## Assignment:
Note each line in the data holding the string "Plantation" and report it.

## Extracted data:
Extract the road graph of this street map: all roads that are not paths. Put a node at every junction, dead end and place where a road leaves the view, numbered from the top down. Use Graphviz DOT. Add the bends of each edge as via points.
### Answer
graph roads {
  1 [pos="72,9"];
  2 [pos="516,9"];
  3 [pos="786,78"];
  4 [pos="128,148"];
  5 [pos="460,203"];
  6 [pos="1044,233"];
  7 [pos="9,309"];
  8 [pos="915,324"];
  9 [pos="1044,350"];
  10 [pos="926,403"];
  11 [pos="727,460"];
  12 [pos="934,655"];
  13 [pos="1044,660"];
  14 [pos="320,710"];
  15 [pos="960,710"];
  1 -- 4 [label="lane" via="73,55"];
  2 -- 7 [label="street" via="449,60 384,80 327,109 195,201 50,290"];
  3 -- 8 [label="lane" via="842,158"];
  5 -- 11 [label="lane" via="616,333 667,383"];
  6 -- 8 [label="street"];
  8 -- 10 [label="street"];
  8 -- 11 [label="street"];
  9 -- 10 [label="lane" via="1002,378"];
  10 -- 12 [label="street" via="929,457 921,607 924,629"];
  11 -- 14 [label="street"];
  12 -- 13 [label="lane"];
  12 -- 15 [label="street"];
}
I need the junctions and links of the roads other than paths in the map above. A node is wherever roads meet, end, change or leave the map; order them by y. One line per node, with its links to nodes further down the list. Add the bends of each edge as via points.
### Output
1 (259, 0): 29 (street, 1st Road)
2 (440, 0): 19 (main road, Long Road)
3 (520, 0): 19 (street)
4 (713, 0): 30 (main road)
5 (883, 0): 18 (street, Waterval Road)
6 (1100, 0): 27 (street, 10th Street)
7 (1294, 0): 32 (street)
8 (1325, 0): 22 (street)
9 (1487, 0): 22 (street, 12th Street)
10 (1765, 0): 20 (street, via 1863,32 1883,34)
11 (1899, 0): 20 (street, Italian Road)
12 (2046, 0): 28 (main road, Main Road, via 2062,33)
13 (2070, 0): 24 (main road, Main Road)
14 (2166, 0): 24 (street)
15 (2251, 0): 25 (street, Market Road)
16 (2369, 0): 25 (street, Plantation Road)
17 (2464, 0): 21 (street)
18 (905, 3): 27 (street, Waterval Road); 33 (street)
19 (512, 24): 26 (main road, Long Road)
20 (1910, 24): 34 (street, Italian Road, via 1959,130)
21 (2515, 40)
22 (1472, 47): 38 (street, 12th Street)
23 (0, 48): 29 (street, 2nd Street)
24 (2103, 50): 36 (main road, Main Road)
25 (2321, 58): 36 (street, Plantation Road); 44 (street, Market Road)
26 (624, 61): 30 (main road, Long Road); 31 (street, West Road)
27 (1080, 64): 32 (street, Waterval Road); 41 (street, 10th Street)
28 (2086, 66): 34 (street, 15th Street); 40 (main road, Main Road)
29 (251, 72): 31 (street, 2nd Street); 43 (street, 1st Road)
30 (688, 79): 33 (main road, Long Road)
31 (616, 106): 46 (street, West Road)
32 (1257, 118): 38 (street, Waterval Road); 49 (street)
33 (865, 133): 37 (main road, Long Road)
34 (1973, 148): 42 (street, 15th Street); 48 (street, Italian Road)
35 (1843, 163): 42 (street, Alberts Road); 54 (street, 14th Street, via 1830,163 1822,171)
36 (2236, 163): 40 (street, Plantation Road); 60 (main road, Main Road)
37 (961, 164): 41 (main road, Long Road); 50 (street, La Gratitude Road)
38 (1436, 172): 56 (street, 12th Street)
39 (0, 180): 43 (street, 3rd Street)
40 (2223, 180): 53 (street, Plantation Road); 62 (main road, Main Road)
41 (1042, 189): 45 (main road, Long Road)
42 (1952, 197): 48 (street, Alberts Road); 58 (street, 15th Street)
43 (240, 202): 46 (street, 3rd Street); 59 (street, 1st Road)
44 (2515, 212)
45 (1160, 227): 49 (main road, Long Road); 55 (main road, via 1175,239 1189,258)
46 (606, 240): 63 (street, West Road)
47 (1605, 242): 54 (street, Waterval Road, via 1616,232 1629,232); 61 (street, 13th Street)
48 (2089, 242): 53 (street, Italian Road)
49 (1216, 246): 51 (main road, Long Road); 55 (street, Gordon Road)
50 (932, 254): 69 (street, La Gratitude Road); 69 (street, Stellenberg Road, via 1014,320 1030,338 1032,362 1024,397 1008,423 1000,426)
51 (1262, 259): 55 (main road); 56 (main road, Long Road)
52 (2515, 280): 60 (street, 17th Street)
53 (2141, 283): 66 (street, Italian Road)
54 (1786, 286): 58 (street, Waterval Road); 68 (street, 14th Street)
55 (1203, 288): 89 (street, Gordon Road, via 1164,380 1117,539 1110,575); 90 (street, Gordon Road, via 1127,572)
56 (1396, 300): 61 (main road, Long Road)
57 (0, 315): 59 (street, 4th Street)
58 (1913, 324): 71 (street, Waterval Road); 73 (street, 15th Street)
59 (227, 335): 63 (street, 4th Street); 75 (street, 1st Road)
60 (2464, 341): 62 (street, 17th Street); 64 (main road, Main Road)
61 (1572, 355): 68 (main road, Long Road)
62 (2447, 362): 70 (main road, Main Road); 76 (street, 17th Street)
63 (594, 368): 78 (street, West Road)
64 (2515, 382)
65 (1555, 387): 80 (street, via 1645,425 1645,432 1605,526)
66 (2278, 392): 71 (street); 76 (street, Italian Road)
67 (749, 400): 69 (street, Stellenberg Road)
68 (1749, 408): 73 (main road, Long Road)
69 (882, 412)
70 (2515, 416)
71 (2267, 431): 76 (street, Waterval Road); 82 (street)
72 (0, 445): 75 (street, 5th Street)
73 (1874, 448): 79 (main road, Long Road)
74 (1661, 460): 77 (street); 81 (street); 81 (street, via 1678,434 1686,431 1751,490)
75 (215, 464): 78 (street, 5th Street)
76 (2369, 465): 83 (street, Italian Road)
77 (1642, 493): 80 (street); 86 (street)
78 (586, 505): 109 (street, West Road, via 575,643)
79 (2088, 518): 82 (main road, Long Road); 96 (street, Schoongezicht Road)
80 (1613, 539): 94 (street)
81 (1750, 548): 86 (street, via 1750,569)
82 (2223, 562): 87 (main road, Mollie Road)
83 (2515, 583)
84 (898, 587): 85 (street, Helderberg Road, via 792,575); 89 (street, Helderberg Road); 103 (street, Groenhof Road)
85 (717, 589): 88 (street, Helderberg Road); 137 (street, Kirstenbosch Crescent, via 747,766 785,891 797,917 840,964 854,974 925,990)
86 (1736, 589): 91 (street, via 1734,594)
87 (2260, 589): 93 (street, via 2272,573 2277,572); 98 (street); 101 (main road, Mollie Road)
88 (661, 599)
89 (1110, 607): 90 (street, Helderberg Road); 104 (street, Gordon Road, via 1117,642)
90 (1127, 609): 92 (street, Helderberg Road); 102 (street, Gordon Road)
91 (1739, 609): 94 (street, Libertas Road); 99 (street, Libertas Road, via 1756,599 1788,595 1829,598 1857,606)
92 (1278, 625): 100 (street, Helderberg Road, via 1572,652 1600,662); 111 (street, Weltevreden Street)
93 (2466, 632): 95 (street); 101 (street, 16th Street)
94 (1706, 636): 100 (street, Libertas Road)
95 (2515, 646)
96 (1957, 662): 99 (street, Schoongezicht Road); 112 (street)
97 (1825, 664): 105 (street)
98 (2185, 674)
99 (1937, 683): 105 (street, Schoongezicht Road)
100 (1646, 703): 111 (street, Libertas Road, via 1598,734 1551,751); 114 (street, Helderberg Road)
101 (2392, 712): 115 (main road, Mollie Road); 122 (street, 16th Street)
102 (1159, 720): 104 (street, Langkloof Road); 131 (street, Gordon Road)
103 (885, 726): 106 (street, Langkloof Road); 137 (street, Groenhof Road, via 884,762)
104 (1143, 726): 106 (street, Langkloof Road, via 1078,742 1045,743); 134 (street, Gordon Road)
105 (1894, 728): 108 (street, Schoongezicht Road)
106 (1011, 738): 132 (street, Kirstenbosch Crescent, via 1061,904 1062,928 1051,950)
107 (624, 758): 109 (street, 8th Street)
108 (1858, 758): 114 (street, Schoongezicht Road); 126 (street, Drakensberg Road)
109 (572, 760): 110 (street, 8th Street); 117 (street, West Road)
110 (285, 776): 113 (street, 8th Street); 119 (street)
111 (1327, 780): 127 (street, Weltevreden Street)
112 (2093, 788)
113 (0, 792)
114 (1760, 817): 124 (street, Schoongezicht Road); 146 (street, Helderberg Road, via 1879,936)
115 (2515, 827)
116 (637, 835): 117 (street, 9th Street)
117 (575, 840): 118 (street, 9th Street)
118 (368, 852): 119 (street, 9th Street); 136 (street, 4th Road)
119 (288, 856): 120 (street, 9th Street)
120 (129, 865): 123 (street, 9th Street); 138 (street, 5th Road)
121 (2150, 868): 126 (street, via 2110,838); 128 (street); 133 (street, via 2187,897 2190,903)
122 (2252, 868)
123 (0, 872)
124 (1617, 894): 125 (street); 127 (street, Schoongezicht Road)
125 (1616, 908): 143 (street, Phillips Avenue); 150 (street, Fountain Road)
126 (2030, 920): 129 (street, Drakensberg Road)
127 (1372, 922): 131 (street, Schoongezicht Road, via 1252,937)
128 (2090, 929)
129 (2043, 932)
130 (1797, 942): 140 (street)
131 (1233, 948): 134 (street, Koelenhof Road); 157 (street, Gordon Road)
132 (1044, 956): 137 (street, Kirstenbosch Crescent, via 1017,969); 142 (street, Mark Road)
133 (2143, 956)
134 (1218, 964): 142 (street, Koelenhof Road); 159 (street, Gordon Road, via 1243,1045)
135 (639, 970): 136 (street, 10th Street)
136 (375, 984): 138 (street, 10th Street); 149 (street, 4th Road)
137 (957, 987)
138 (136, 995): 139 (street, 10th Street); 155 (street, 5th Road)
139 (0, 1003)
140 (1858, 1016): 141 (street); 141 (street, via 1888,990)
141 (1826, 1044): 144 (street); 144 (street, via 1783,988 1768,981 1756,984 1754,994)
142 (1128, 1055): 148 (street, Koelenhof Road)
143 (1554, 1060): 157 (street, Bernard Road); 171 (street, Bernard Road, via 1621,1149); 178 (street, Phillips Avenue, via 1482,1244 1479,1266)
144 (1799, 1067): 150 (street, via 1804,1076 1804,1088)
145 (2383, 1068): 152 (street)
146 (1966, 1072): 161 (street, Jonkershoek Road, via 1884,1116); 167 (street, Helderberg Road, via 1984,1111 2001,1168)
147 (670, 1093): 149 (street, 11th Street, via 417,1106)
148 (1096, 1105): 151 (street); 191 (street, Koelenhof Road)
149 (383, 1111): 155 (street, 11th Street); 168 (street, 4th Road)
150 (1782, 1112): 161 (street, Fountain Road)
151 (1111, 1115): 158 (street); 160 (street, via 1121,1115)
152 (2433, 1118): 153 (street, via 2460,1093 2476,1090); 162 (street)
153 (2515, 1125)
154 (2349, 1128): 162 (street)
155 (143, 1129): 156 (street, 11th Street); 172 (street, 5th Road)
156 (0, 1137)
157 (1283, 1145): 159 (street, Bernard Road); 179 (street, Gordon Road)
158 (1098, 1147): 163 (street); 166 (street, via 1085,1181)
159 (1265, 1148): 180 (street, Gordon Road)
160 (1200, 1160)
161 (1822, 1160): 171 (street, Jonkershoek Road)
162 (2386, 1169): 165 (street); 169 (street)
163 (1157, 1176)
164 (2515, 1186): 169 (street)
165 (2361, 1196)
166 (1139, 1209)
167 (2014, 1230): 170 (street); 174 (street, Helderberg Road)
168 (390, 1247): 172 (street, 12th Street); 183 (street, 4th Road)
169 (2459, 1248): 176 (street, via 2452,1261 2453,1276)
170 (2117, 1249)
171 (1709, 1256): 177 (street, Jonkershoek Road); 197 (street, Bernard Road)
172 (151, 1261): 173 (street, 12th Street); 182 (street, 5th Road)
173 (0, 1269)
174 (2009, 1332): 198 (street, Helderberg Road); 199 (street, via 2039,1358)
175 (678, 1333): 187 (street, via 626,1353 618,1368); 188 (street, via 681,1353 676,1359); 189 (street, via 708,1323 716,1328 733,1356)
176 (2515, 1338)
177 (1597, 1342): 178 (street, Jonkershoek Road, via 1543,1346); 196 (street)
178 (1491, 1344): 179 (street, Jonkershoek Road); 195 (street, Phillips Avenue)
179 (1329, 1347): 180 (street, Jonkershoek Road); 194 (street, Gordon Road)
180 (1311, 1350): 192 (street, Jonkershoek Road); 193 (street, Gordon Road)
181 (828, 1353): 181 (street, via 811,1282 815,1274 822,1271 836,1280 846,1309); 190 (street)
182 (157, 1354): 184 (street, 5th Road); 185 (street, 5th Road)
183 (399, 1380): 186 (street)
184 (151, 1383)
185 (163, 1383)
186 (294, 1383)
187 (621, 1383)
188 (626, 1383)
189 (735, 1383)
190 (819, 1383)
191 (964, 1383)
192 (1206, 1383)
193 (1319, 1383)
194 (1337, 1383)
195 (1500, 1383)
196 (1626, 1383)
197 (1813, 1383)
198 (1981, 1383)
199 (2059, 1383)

## Response to the task:
16 (2369, 0): 25 (street, Plantation Road)
25 (2321, 58): 36 (street, Plantation Road); 44 (street, Market Road)
36 (2236, 163): 40 (street, Plantation Road); 60 (main road, Main Road)
40 (2223, 180): 53 (street, Plantation Road); 62 (main road, Main Road)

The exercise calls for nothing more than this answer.